Problem to solve: Every entry is to be returned unchanged, and no picture is to be included.

Saved entries
Content starts

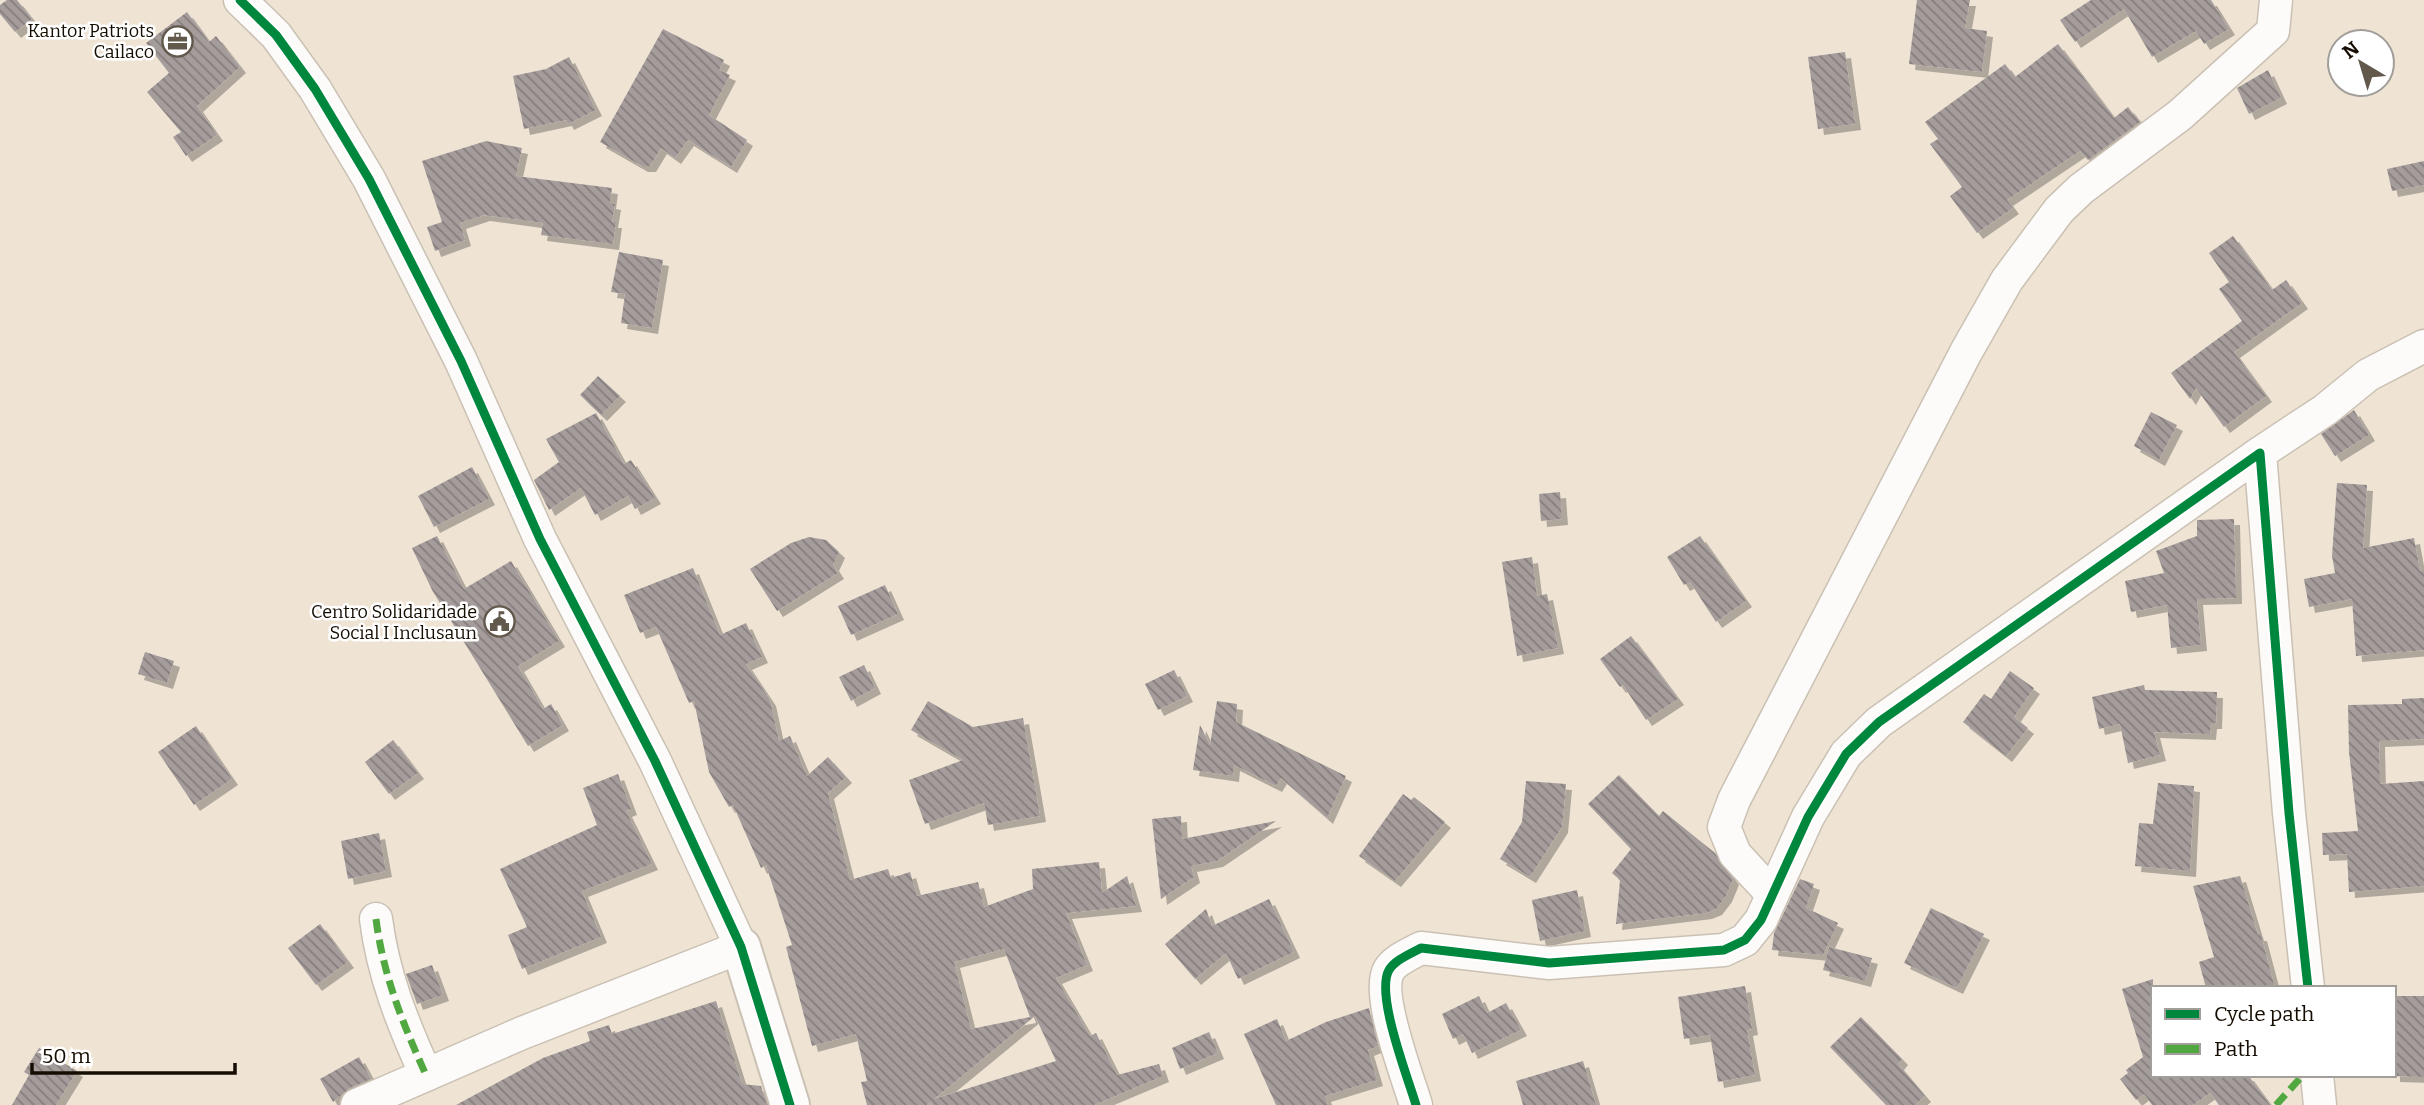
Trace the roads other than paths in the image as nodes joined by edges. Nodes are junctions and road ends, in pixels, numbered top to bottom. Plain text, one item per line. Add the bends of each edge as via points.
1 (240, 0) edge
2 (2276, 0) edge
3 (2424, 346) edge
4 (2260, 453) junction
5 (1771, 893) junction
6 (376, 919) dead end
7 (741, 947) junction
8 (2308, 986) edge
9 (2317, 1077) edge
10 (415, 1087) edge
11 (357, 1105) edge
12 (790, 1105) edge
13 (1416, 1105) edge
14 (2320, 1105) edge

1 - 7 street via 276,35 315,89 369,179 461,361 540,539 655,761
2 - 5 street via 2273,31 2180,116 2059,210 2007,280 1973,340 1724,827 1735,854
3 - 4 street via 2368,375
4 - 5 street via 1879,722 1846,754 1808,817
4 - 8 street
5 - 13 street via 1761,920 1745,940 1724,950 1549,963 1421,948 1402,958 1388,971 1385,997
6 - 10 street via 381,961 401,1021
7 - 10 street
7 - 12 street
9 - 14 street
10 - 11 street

Content ends

Written answer:
Trace the roads other than paths in the image as nodes joined by edges. Nodes are junctions and road ends, in pixels, numbered top to bottom. Plain text, one item per line. Add the bends of each edge as via points.
1 (240, 0) edge
2 (2276, 0) edge
3 (2424, 346) edge
4 (2260, 453) junction
5 (1771, 893) junction
6 (376, 919) dead end
7 (741, 947) junction
8 (2308, 986) edge
9 (2317, 1077) edge
10 (415, 1087) edge
11 (357, 1105) edge
12 (790, 1105) edge
13 (1416, 1105) edge
14 (2320, 1105) edge

1 - 7 street via 276,35 315,89 369,179 461,361 540,539 655,761
2 - 5 street via 2273,31 2180,116 2059,210 2007,280 1973,340 1724,827 1735,854
3 - 4 street via 2368,375
4 - 5 street via 1879,722 1846,754 1808,817
4 - 8 street
5 - 13 street via 1761,920 1745,940 1724,950 1549,963 1421,948 1402,958 1388,971 1385,997
6 - 10 street via 381,961 401,1021
7 - 10 street
7 - 12 street
9 - 14 street
10 - 11 street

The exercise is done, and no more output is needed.